This Moment: 9:02 P.M. July 15 The Land of Deseret

It has taken me three days to accept that I am once again on desert soil, and yet I find myself closing my eyes, straining for the sound of the ocean, the wet kiss of island air. I am disappointed by the muted green of the Rockies. My garden, the basil and tomatoes, the beets, peppers and cucumbers all doubled in size in the dry heat the week I was away.Growth will not wait. My suitcase sits unpacked in the dining room where I dropped it. Like any traveler returned home to her life and its mundane tasks, nostalgia has arrived as an irritating house guest.
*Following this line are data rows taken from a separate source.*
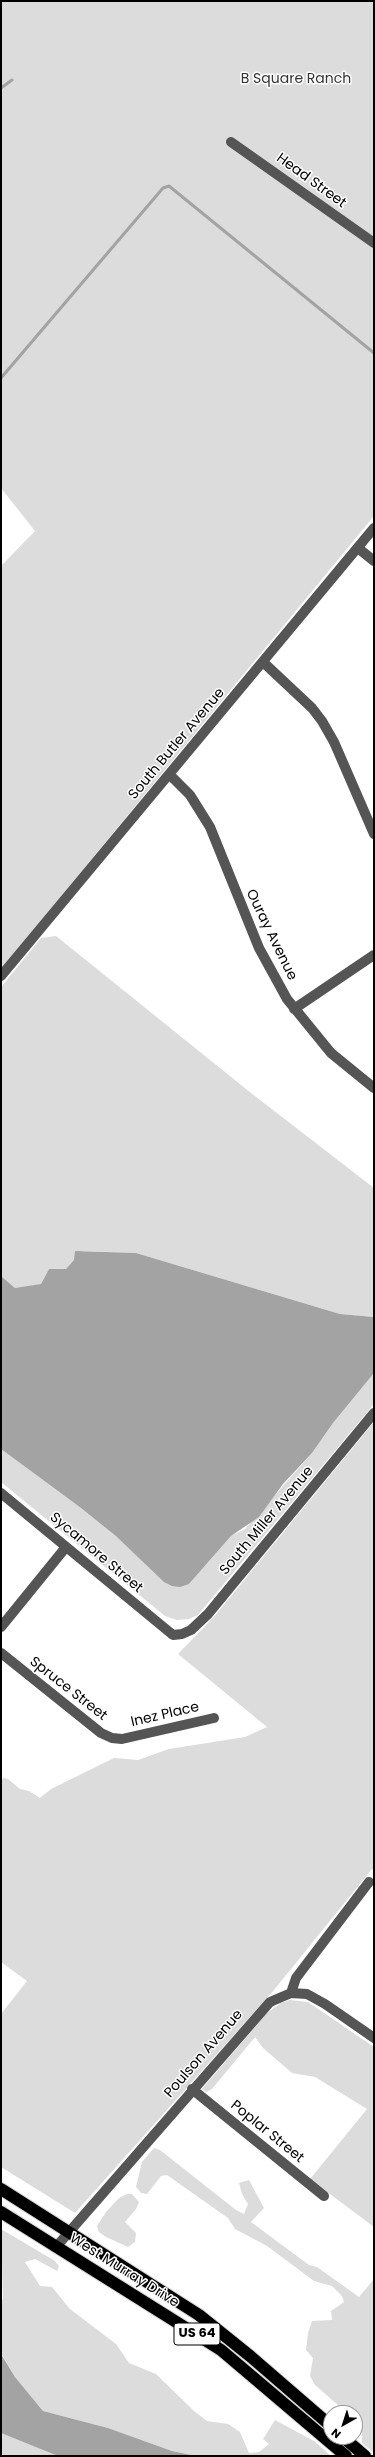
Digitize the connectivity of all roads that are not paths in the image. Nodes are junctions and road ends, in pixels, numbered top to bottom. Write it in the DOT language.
graph roads {
  1 [pos="231,142"];
  2 [pos="374,243"];
  3 [pos="374,528"];
  4 [pos="358,548"];
  5 [pos="374,561"];
  6 [pos="263,662"];
  7 [pos="170,775"];
  8 [pos="374,834"];
  9 [pos="374,955"];
  10 [pos="1,976"];
  11 [pos="294,1010"];
  12 [pos="374,1088"];
  13 [pos="374,1413"];
  14 [pos="1,1493"];
  15 [pos="66,1547"];
  16 [pos="1,1628"];
  17 [pos="173,1635"];
  18 [pos="1,1654"];
  19 [pos="214,1718"];
  20 [pos="122,1739"];
  21 [pos="369,1882"];
  22 [pos="291,1993"];
  23 [pos="374,2038"];
  24 [pos="192,2089"];
  25 [pos="1,2189"];
  26 [pos="324,2196"];
  27 [pos="1,2212"];
  28 [pos="69,2232"];
  29 [pos="56,2247"];
  30 [pos="323,2419"];
  31 [pos="352,2445"];
  32 [pos="346,2456"];
  33 [pos="365,2456"];
  1 -- 2 [label="street, Head Street"];
  3 -- 4 [label="street, South Butler Avenue"];
  4 -- 5 [label="street"];
  4 -- 6 [label="street, South Butler Avenue"];
  6 -- 7 [label="street, South Butler Avenue"];
  6 -- 8 [label="street"];
  7 -- 10 [label="street, South Butler Avenue"];
  7 -- 11 [label="street, Ouray Avenue"];
  9 -- 11 [label="street"];
  11 -- 12 [label="street, Ouray Avenue"];
  13 -- 17 [label="street, South Miller Avenue"];
  14 -- 15 [label="street, Sycamore Street"];
  15 -- 16 [label="street"];
  15 -- 17 [label="street, Sycamore Street"];
  18 -- 20 [label="street, Spruce Street"];
  19 -- 20 [label="street, Inez Place"];
  21 -- 22 [label="street"];
  22 -- 23 [label="street"];
  22 -- 24 [label="street, Poulson Avenue"];
  24 -- 26 [label="street, Poplar Street"];
  24 -- 28 [label="street, Poulson Avenue"];
  25 -- 28 [label="highway, US 64"];
  27 -- 29 [label="highway, US 64"];
  28 -- 29 [label="street, Poulson Avenue"];
  28 -- 30 [label="highway, West Murray Drive / US 64"];
  29 -- 32 [label="highway, West Murray Drive / US 64"];
  31 -- 33 [label="highway"];
}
I know that I am a creature of the moment, that I love who and whatever is directly before me, that my love for the land born of fire may be a longing for something much deeper. I also know that I am twice my father's age when he first set foot on the island as a young sailor. My father once dove from Waimea Falls, the same waterfall I stood across from on a rock in the cold water. I imagine him running the length of the island's beaches, drinking his weight on leave days, sleeping it off before reporting for duty. I imagine him shouting his name into the crosswinds of Nu'uana Pali, the same overlook I gripped my phone taking photos so as not to have it ripped free by the relentless wind. His body is bent with age now, like a branch from my Corkscrew Willow tree. His legs have betrayed him and his stride is now uncertain. His blues eyes, and his mind, are a razor sharpened on a leather strop. He has spent the last three days returning to the South Pacific, tale after tale.